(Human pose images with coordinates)
══════════

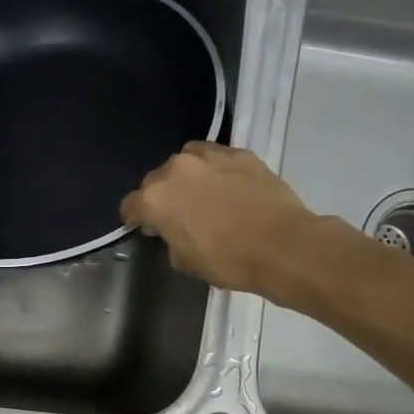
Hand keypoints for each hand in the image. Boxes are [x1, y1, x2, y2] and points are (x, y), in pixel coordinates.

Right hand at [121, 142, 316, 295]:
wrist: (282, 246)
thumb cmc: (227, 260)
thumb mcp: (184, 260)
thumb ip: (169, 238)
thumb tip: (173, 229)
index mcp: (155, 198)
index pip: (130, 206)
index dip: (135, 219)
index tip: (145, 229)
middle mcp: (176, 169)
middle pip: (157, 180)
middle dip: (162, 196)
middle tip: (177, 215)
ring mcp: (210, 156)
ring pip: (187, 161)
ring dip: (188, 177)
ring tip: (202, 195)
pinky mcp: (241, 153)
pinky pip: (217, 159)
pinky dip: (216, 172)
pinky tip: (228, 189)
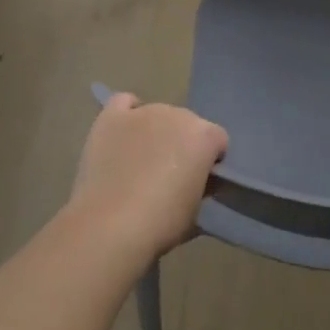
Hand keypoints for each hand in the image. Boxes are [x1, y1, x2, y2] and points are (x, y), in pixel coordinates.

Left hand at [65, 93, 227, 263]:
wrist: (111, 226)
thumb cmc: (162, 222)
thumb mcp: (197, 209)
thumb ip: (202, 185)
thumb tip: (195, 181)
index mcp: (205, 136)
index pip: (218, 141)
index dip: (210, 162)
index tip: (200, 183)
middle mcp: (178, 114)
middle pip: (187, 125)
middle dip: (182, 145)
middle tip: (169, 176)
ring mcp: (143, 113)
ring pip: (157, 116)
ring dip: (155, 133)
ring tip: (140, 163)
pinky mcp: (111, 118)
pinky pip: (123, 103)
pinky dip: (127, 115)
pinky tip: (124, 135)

══════════

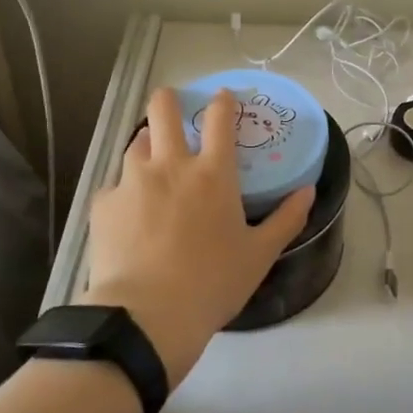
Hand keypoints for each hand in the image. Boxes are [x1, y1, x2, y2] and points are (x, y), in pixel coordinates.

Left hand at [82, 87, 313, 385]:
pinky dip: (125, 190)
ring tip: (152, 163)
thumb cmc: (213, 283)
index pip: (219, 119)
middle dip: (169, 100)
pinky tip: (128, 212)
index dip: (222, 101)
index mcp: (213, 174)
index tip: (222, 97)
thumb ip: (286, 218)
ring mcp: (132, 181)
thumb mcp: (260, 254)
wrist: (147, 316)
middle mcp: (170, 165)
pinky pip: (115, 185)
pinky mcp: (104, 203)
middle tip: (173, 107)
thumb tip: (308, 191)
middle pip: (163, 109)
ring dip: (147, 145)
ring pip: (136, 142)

══════════

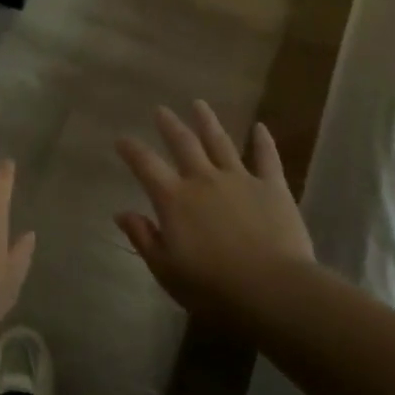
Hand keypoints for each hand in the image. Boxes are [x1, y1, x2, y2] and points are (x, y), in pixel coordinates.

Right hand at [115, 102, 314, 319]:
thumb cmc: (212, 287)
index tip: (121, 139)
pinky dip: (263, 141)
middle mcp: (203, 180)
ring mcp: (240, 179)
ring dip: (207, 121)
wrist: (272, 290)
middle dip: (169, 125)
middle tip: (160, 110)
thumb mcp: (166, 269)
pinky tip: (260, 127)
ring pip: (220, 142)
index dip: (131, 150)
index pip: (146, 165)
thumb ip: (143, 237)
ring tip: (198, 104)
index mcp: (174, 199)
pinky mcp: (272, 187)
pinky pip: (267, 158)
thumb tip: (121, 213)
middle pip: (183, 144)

══════════

> _Your goal_
Only the lines above from the line containing "ring mcp: (143, 113)" through the line containing "pinky tip: (124, 135)" should be retyped, exactly and with both ends included.

> _Task output_
ring mcp: (143, 113)
ring pip: (157, 116)
ring dip: (155, 133)
ring tip: (140, 163)
pinky mcp: (111, 118)
pinky pip: (123, 103)
pinky dip: (127, 115)
pinky tip: (124, 135)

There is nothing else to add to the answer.